Recorded data
........

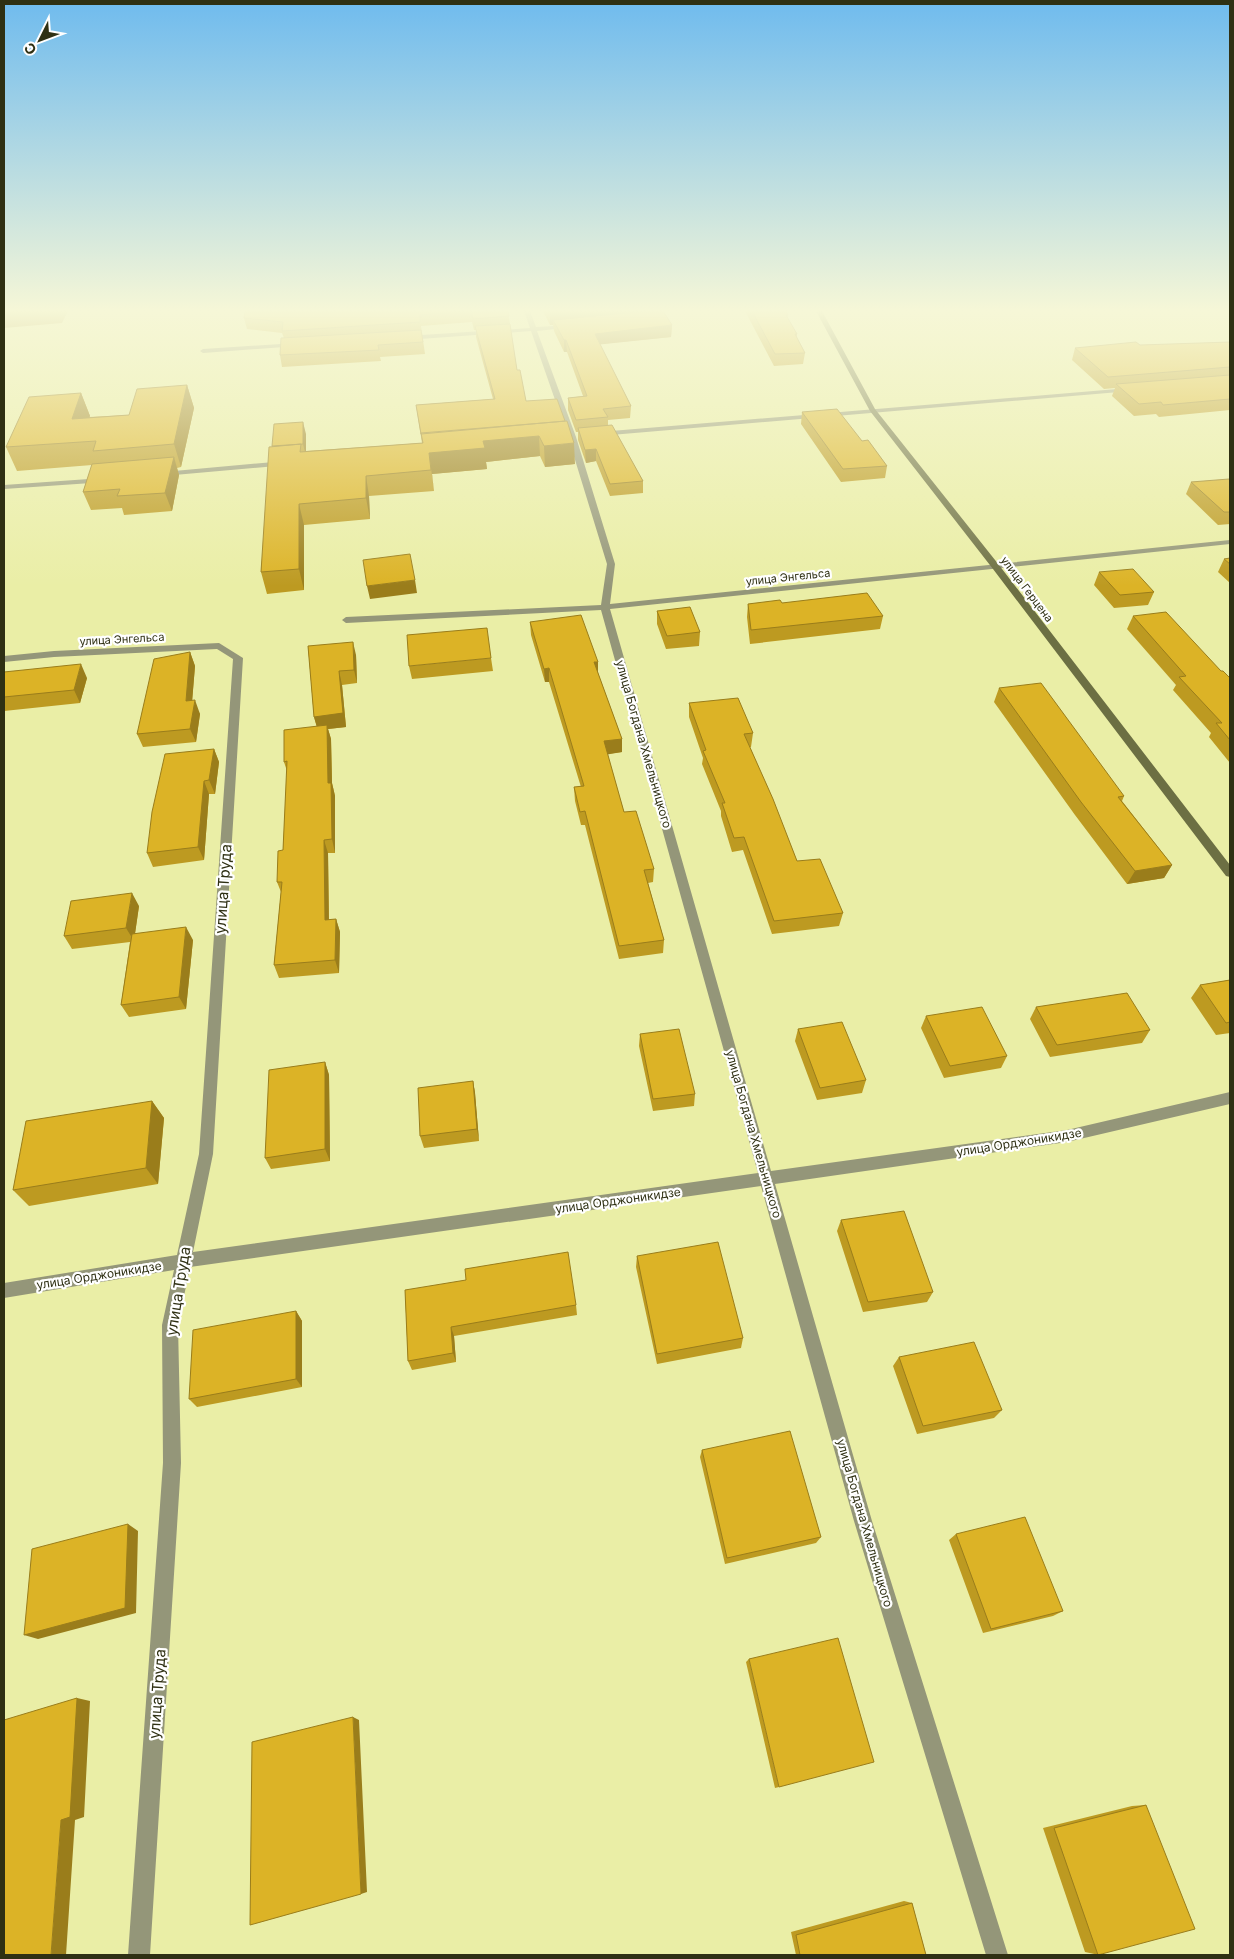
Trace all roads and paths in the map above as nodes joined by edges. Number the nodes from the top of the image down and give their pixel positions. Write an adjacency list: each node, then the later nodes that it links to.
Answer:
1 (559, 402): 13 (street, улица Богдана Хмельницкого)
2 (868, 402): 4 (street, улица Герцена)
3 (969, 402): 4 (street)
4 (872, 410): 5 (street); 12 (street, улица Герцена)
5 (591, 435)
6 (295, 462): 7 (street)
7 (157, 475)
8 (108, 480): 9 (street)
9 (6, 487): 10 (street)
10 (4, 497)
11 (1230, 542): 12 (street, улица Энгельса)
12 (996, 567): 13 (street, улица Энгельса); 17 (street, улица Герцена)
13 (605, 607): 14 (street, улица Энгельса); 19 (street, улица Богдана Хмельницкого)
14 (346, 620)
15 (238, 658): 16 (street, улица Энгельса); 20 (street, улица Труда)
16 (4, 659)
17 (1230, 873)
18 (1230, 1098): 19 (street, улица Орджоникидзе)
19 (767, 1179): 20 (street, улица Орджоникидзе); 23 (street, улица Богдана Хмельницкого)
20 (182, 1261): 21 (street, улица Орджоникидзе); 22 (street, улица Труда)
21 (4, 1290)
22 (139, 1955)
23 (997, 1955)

........

## Work to be completed
Copy every record exactly; no pictures.

## Solution to the exercise
Trace all roads and paths in the map above as nodes joined by edges. Number the nodes from the top of the image down and give their pixel positions. Write an adjacency list: each node, then the later nodes that it links to.
Answer:
1 (559, 402): 13 (street, улица Богдана Хмельницкого)
2 (868, 402): 4 (street, улица Герцена)
3 (969, 402): 4 (street)
4 (872, 410): 5 (street); 12 (street, улица Герцена)
5 (591, 435)
6 (295, 462): 7 (street)
7 (157, 475)
8 (108, 480): 9 (street)
9 (6, 487): 10 (street)
10 (4, 497)
11 (1230, 542): 12 (street, улица Энгельса)
12 (996, 567): 13 (street, улица Энгельса); 17 (street, улица Герцена)
13 (605, 607): 14 (street, улица Энгельса); 19 (street, улица Богдана Хмельницкого)
14 (346, 620)
15 (238, 658): 16 (street, улица Энгельса); 20 (street, улица Труда)
16 (4, 659)
17 (1230, 873)
18 (1230, 1098): 19 (street, улица Орджоникидзе)
19 (767, 1179): 20 (street, улица Орджоникидзе); 23 (street, улица Богдана Хмельницкого)
20 (182, 1261): 21 (street, улица Орджоникидзе); 22 (street, улица Труда)
21 (4, 1290)
22 (139, 1955)
23 (997, 1955)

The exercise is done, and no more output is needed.